A late afternoon in November, home territory. Walking as one is meant to, arms swinging, head swiveling from this to that, feet sure and frisky on leaf-strewn sidewalks. A veil of frostiness overlays an opulent sunshiny sky. The taste and sight of all is clear to the tongue, bright on the retinas. I can feel the atomic life within each cell, a complexity of heat and light as it stirs, an energy of miracles. Brain to heart to sinew fires frissons of electricity.

I look up. Sky cradles a moon that silences the blueness, a small signal of dusk shading transparency. Cold dashes my face, snaps at my heels, scours thoughts. Red and orange, blue and green and yellow: this coloration of life is like a buffet of delicacies, a sustenance of happiness, I think. Spirit billows and thins, a swinging door from earth to universe, all that imbues this day. I gorge myself on aliveness.

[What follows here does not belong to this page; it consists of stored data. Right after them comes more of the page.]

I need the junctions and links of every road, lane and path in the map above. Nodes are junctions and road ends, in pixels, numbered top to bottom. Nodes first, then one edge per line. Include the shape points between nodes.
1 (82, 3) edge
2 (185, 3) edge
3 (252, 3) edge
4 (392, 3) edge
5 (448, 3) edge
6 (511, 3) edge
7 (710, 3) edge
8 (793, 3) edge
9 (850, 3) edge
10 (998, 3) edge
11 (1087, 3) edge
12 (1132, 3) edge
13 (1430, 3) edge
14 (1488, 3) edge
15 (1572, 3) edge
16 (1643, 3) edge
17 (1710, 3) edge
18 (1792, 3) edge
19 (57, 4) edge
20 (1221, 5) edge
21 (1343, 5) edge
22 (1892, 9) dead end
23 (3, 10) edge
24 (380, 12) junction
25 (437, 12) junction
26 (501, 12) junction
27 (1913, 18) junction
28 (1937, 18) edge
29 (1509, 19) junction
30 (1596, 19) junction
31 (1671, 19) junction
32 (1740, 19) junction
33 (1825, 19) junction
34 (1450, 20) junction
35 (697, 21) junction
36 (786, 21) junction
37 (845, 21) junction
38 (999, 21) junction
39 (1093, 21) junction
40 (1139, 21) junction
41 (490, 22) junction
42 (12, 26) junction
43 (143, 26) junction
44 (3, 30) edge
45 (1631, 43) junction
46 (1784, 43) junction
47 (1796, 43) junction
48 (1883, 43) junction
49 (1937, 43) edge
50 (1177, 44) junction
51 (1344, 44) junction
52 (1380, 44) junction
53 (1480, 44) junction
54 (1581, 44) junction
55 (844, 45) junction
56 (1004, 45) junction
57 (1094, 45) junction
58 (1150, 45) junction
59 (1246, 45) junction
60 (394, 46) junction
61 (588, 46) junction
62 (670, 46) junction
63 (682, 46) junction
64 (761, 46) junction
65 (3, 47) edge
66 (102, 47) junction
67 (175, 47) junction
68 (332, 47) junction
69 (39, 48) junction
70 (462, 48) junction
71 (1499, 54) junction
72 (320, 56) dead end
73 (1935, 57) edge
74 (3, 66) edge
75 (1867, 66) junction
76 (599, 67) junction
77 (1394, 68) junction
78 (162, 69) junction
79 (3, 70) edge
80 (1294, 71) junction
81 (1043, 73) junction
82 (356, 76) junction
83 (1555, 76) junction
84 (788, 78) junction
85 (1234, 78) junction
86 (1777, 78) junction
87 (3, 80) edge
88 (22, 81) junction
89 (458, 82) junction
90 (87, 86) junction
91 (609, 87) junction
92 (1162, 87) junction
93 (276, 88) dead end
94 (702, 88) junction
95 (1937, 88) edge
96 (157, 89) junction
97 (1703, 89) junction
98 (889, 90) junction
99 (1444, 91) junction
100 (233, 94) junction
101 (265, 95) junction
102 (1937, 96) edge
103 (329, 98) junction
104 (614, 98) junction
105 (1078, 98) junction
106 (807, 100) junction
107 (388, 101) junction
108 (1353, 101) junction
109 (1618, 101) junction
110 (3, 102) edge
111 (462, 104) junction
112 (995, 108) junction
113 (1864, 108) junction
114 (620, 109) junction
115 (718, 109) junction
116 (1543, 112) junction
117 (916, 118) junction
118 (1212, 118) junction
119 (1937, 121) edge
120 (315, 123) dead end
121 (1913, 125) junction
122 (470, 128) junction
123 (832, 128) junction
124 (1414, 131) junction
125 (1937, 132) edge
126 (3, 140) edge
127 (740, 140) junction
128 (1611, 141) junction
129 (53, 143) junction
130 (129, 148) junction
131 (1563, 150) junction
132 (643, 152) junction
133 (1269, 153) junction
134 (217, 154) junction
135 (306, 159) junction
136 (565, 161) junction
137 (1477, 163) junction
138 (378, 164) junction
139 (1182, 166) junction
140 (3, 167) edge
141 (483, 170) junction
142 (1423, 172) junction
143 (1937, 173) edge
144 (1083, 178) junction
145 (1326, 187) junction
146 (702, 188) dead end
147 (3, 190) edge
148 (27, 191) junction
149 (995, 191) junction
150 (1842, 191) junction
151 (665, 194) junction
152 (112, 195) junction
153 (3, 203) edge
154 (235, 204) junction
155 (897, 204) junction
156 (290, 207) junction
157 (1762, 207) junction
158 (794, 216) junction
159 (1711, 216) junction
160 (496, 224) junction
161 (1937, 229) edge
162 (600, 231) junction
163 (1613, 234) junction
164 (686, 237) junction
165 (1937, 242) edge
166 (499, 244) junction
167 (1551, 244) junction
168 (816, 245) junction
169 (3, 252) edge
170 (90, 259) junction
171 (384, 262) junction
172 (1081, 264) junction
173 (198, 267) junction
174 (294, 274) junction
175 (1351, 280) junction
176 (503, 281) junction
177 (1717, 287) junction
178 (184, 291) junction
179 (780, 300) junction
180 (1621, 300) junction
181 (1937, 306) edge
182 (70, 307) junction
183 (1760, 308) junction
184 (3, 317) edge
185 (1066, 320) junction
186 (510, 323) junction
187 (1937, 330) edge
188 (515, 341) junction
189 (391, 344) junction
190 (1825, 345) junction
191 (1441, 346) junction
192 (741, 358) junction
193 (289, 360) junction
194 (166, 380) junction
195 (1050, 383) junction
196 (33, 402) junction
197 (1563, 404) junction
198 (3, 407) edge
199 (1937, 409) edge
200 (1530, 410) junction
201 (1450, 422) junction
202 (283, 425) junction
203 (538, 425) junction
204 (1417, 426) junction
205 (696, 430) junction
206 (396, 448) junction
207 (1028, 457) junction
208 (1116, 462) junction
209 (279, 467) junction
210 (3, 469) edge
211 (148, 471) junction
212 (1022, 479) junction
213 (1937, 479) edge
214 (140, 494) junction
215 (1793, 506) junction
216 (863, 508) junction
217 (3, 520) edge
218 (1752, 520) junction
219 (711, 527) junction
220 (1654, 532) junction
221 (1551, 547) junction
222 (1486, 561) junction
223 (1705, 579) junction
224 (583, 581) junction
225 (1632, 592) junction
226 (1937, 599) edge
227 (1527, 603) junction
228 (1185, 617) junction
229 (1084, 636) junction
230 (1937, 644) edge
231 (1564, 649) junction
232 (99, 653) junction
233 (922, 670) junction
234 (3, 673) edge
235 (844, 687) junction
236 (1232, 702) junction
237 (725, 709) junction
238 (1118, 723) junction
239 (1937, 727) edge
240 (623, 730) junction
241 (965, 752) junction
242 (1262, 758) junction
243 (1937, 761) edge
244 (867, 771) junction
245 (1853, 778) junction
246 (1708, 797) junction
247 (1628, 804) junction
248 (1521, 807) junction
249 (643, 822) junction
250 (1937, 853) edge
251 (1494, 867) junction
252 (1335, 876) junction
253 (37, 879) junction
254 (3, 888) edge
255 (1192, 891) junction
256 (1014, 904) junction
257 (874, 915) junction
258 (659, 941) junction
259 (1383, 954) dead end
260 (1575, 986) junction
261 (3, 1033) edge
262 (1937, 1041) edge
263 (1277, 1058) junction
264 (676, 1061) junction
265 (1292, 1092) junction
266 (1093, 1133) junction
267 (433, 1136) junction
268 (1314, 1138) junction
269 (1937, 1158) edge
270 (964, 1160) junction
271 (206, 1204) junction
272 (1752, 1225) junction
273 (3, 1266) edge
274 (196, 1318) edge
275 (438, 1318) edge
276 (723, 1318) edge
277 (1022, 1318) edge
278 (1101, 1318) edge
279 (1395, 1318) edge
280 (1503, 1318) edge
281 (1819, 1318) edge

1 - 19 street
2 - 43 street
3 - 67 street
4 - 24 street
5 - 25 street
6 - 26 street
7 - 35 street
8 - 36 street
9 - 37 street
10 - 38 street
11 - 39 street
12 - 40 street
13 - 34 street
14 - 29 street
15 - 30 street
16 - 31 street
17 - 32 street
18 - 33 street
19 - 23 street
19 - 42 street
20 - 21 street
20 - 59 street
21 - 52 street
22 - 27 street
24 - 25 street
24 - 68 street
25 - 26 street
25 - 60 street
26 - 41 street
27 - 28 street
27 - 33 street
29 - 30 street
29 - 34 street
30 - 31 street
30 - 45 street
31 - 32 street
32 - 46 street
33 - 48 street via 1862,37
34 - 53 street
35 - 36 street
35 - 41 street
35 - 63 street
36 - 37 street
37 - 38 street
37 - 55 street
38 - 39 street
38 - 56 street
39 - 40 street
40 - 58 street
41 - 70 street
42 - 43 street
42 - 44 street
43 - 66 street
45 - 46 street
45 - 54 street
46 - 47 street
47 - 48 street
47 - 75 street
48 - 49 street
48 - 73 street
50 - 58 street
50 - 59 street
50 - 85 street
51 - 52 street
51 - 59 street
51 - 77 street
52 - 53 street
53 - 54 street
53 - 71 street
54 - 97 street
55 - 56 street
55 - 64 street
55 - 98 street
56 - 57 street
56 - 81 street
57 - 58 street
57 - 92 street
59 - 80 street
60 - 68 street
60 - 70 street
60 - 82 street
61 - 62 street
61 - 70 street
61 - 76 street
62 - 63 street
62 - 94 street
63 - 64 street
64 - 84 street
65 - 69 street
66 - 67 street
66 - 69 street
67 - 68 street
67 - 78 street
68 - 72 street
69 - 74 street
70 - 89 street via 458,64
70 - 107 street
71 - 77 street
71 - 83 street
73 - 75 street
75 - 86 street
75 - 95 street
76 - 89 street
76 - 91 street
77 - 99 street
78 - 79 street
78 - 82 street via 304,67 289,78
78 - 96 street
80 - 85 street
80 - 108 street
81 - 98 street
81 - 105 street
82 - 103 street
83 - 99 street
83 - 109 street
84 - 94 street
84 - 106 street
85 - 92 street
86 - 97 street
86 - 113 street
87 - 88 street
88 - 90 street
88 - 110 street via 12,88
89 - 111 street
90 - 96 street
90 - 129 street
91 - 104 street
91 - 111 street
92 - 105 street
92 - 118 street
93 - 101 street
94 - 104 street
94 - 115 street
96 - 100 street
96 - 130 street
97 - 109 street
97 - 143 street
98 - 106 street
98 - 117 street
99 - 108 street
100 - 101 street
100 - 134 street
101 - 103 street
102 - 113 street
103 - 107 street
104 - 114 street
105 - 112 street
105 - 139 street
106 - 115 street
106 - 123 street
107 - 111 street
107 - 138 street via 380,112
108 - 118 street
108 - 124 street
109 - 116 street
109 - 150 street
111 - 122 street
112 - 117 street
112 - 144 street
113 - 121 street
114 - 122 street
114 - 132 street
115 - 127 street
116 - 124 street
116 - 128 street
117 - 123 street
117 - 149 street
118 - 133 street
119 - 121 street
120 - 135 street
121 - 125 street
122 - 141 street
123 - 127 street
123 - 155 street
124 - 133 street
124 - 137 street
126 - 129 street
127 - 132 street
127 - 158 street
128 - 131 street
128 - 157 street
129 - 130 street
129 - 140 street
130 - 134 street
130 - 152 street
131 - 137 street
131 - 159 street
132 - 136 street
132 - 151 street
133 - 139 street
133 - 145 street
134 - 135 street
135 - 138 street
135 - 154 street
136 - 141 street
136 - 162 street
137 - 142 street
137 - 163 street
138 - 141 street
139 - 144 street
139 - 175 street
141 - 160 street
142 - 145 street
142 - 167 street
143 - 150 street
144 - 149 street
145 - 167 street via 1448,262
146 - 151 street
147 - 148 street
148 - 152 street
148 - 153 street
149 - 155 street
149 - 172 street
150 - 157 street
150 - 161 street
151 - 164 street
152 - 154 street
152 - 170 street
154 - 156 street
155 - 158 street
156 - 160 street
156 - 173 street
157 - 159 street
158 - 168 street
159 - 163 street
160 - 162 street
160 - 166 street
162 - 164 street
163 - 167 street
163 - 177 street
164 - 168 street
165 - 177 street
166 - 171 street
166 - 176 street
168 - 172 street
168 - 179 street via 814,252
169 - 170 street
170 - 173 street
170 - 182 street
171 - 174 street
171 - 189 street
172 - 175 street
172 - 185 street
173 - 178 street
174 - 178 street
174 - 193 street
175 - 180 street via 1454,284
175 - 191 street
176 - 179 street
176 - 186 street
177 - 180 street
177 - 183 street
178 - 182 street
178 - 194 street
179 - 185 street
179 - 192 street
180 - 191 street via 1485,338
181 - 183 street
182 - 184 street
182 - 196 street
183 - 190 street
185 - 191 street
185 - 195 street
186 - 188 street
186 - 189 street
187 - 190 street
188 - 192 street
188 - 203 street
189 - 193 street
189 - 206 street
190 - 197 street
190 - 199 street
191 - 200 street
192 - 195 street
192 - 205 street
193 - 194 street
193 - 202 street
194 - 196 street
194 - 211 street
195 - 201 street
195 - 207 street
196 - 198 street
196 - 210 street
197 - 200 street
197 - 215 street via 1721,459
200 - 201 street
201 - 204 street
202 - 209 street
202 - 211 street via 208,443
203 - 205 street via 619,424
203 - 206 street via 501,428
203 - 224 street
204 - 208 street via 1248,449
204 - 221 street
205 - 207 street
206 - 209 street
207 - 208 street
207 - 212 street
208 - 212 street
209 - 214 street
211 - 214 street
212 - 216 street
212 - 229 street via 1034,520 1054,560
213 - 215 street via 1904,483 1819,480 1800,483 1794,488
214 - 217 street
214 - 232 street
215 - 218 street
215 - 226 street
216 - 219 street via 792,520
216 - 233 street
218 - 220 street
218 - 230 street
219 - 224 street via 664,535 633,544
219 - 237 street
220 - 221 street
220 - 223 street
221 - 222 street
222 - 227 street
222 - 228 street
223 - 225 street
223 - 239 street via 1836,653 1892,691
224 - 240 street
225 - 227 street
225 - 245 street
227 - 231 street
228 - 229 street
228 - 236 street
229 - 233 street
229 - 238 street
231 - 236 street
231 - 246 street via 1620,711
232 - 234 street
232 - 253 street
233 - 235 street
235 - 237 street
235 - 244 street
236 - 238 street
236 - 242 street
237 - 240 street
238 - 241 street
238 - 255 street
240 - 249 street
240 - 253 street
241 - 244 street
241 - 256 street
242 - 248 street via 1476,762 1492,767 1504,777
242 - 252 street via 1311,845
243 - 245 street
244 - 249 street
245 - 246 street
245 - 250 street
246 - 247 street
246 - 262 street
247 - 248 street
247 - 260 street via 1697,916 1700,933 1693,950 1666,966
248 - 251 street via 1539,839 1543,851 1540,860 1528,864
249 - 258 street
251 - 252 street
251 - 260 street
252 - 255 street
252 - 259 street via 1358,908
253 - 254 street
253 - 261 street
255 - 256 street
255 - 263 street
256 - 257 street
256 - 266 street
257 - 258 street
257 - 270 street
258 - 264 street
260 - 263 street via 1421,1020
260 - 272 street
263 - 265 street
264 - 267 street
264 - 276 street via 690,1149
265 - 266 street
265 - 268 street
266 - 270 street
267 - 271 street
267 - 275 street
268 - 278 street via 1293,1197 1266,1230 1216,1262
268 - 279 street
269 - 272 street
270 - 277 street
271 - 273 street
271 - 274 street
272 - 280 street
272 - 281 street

The high nests are brittle, birds on the wing gone to exotic places, to beauty of other trees. Except for the crows who cannot bear to leave, and tend to one another, mark my passing with shrill greetings. Suddenly I long for cardinals flaring against wintry plains, festooning treetop bony limbs with their artful attention and a promise of hope, rejuvenation, celebration. I blink at fiery leaves in piles and see strong wings rustling. The birds of my childhood left long ago and yet they still sing.

My lungs fill with this gorgeous air, then my throat closes on a sprinkling of tears: that elegance of snow in Michigan, which fell like manna, yes. And, too, a shroud that nonetheless glistened as it shielded the dead. A desolation of white finery, the land stark but at peace. We attended the grave site as shy visitors, more speechless than prayerful, knowing you were aloft by then. What has exited cannot be called back. And who would want to? This amazement of our doing and being is a sliver of the whole. You are no longer akimbo in the midst of the chaos. But free, yes, that was what you awaited.

The new snow, a veil of tenderness, its cold melted by our soft breath and warmth of this skin that keeps us intact, whole, as long as needed. We touched one another lightly, fragile in the chill and emptiness. Reminded of ties that bind tightly in life, so loosely at the end and we fail to accept either sometimes.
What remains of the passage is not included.